With the return of that machine to activity, thanks to a quick replacement of the bad BIOS chip with a good one, that PC roared back into life. But alas, something then caused its built-in Atheros GbE interface to go on the fritz. While I was able to bring the machine back up and begin using it, I quickly realized that although the on-board NIC appeared to be working to some extent (to the point where lights were blinking, both BIOS and Device manager able to recognize the interface, inbound and outbound network activity could even be registered in the IP stack, and commands like PING LOOPBACK or PING <own-IP-address> appeared to be working) the machine had become unable to access the network. To make things interesting, DHCP simply wouldn’t work, though I could manually assign a working IP address and get enough of a configuration working that I became sure the problem did not lie in the IP stack software itself.

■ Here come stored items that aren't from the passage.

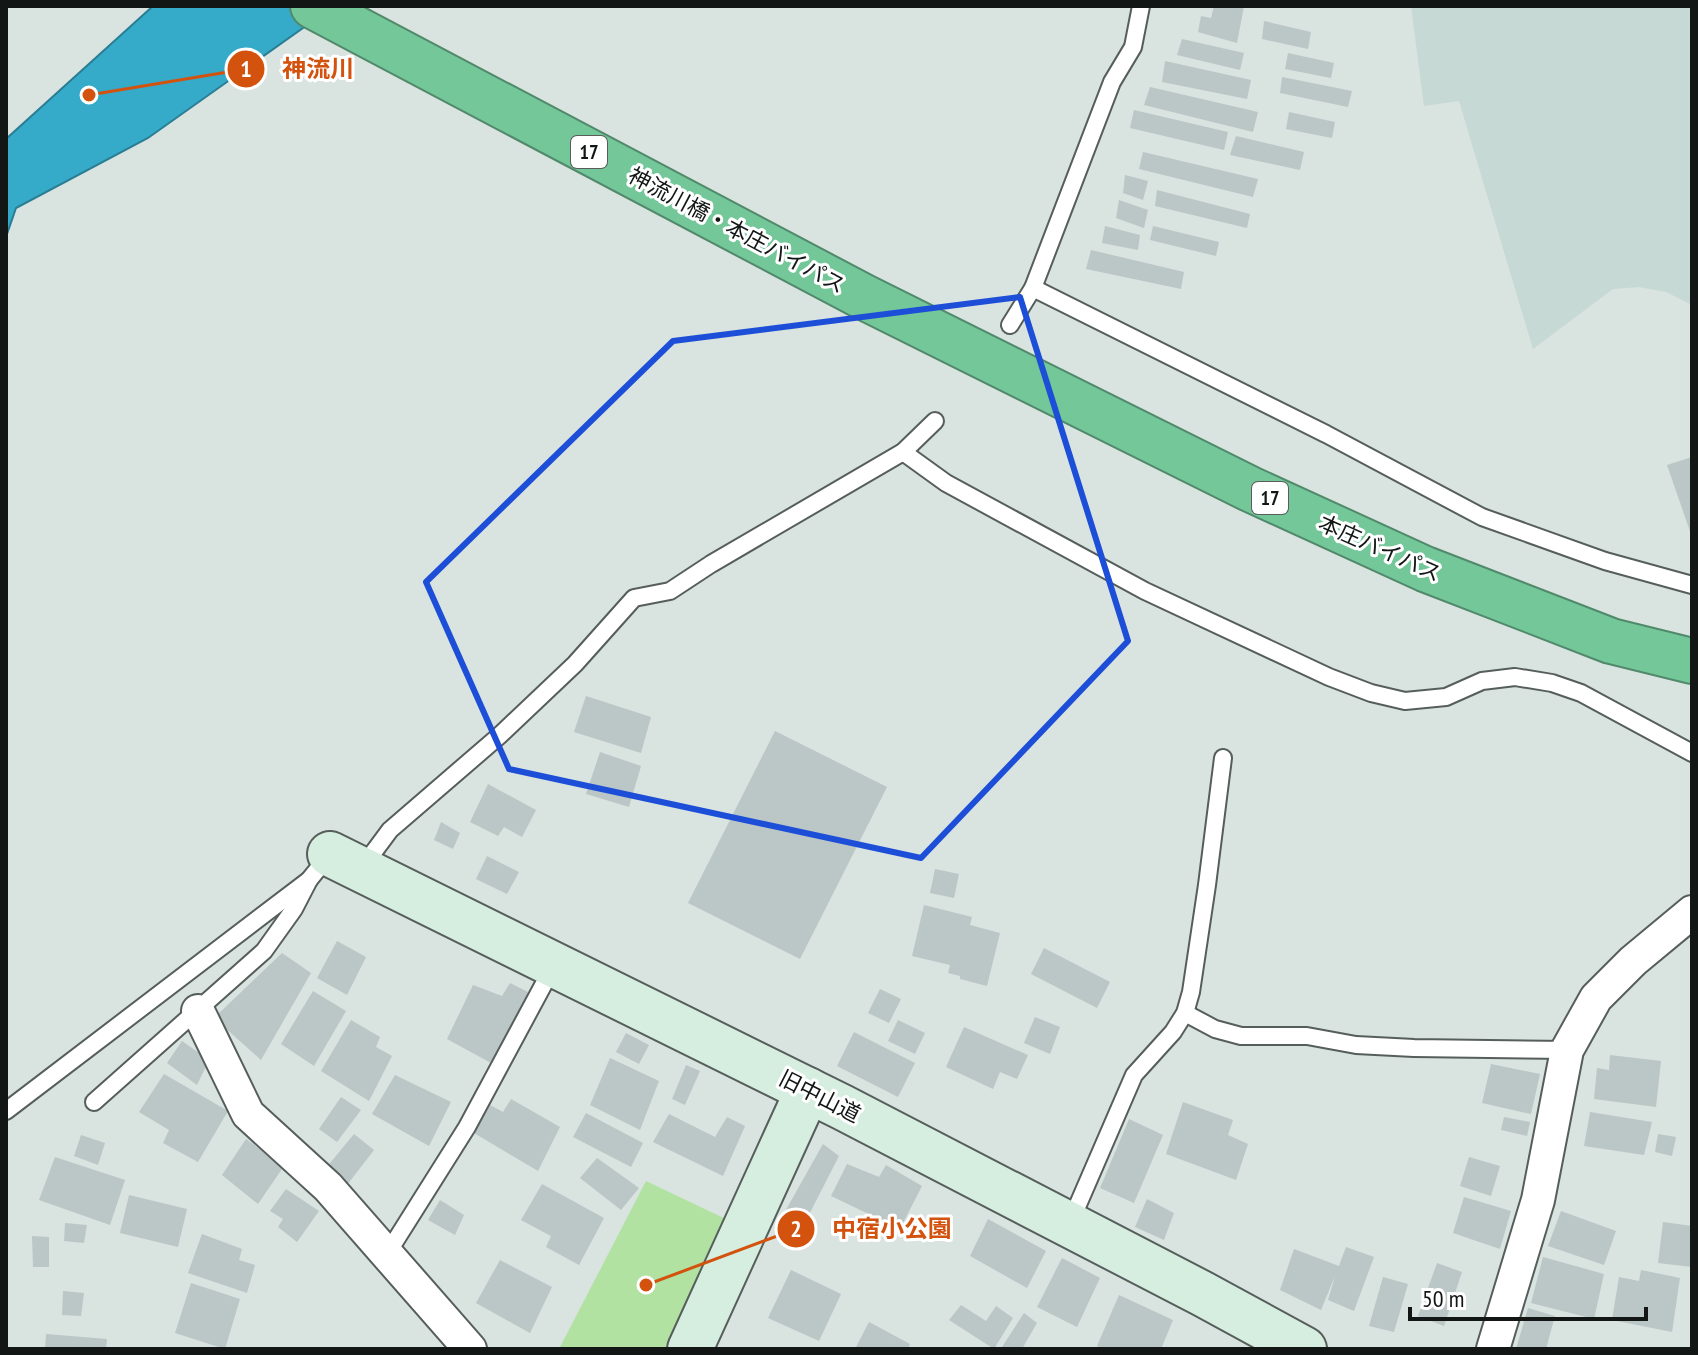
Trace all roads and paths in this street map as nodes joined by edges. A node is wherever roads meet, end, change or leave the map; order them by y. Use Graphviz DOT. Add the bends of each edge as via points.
graph roads {
  1 [pos="313,6"];
  2 [pos="1141,6"];
  3 [pos="1033,288"];
  4 [pos="864,297"];
  5 [pos="1010,325"];
  6 [pos="935,421"];
  7 [pos="903,452"];
  8 [pos="1692,585"];
  9 [pos="1692,661"];
  10 [pos="1692,753"];
  11 [pos="1223,758"];
  12 [pos="333,868"];
  13 [pos="1692,912"];
  14 [pos="554,965"];
  15 [pos="198,1011"];
  16 [pos="1185,1013"];
  17 [pos="1567,1050"];
  18 [pos="808,1090"];
  19 [pos="94,1102"];
  20 [pos="6,1111"];
  21 [pos="1069,1224"];
  22 [pos="387,1254"];
  23 [pos="470,1349"];
  24 [pos="690,1349"];
  25 [pos="1304,1349"];
  26 [pos="1493,1349"];
  1 -- 4 [label="highway, 神流川橋・本庄バイパス / 17"];
  2 -- 3 [label="lane" via="1133,47 1112,82"];
  3 -- 5 [label="lane"];
  3 -- 8 [label="lane" via="1482,517"];
  4 -- 9 [label="highway, 本庄バイパス / 17" via="1250,489 1425,569 1611,641"];
  6 -- 7 [label="lane"];
  7 -- 10 [label="lane" via="946,483 1145,591 1357,688 1405,701 1446,697 1482,681 1515,677 1552,683 1581,693"];
  7 -- 12 [label="lane" via="670,591 634,598 532,705 390,830"];
  11 -- 16 [label="lane"];
  12 -- 14 [label="main road, 旧中山道"];
  12 -- 15 [label="lane" via="264,951"];
  12 -- 20 [label="lane"];
  13 -- 17 [label="street" via="1596,998"];
  14 -- 18 [label="main road, 旧中山道"];
  14 -- 22 [label="lane" via="467,1127"];
  15 -- 19 [label="lane"];
  15 -- 22 [label="street" via="248,1114 328,1187"];
  16 -- 17 [label="lane" via="1241,1036 1307,1036 1414,1048"];
  16 -- 21 [label="lane" via="1134,1075"];
  17 -- 26 [label="street" via="1538,1200"];
  18 -- 21 [label="main road, 旧中山道"];
  18 -- 24 [label="main road"];
  21 -- 25 [label="main road, 旧中山道"];
  22 -- 23 [label="street"];
}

After about two-and-a-half hours of sometimes calm and deliberate, sometimes hot and heavy troubleshooting that included OS repair, uninstall/reinstall of the Atheros drivers, disabling of the firewall and other security software, replacement of DHCP auto-configuration for TCP/IP with manual settings, and a romp through my D-Link DIR-655 combo router/WAP/gateway device interface, I came to the conclusion that for whatever reason, the network interface simply wasn’t working. I was able to confirm this an hour or two later, when one of my partners showed up with an AirLink101 Wireless USB adapter (802.11b/g/n, which I’m using with an D-Link DWL2100AP 802.11g WAP).
For this device, Plug’n’Play worked just like it’s supposed to: in under a minute I had a working network connection. I just wish I hadn’t loaned out all three of my wireless USB devices because I could’ve solved the problem much more quickly if I’d had one around to try the old network troubleshooting practice best epitomized as “if the obvious path doesn’t work, try a known good working alternative path.” The AirLink will keep that machine working until I have time to head down to Fry’s to pick a PCI or PCI-e GbE interface for my test machine, which should boost my networking speed noticeably, and should cost me no more than $20-22 (here’s a NIC from TRENDnet that costs a whopping $10).

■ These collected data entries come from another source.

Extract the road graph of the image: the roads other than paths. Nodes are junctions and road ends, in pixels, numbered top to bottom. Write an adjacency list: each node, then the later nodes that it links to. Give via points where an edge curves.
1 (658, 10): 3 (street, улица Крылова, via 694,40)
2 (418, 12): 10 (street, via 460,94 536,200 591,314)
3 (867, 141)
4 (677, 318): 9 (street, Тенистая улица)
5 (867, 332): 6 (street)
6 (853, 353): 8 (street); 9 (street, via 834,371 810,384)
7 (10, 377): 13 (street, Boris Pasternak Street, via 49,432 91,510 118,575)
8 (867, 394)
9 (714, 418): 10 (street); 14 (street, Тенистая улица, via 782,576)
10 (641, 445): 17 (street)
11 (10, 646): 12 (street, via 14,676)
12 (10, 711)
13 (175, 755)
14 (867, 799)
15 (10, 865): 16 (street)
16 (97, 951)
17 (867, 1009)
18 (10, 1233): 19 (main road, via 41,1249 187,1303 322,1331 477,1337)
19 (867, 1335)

Next, I’m going to migrate my current production install from my Gigabyte P35T-DQ6 mobo build into a new case, replace that mobo with an Asus P5Q3, substitute a 128 GB SSD for my mirrored 500 GB Samsung drives, and consolidate a bunch of smaller data and archival drives into a single 1 TB Samsung SpinPoint drive. But first, I’ll have move my working files and applications onto the now-operational test machine so I can keep working while the switch is in process. Who knows what other moles to whack I’ll find along that way? Stay tuned, and I’ll let you know!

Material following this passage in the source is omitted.